**EXERCISE DETAILS:** Search the material for the word "JAAGPAD" and copy each line that holds it.

Segment Start: RECORDS FOR THE EXERCISE

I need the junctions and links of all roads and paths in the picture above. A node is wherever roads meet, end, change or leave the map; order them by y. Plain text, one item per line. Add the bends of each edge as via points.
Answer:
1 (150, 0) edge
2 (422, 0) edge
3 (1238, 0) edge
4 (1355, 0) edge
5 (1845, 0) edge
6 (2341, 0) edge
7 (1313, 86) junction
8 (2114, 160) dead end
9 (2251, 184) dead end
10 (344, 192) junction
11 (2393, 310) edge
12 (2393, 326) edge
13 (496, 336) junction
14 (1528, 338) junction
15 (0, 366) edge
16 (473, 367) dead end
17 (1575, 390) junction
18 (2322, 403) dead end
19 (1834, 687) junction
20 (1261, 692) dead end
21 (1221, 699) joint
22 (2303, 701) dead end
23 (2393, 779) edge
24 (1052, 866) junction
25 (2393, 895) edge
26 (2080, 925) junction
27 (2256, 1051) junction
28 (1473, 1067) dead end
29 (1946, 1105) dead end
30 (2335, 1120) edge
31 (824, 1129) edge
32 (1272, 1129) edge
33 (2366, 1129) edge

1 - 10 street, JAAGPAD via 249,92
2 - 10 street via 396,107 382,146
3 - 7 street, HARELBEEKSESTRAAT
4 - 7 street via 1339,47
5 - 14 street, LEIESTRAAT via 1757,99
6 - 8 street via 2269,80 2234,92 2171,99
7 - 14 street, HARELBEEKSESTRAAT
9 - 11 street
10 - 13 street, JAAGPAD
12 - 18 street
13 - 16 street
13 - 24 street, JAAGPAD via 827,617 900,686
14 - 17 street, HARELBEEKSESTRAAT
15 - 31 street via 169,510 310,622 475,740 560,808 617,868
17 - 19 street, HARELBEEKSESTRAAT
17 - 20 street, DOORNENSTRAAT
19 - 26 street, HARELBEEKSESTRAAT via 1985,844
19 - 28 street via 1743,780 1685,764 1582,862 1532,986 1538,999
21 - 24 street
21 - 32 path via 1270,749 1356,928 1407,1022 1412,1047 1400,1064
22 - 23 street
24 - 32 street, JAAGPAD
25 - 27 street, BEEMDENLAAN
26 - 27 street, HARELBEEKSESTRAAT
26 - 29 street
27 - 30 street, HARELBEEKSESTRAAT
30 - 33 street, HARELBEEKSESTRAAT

Segment End: RECORDS FOR THE EXERCISE

**OUTPUT OF THE TASK:**
1 - 10 street, JAAGPAD via 249,92
10 - 13 street, JAAGPAD
13 - 24 street, JAAGPAD via 827,617 900,686
24 - 32 street, JAAGPAD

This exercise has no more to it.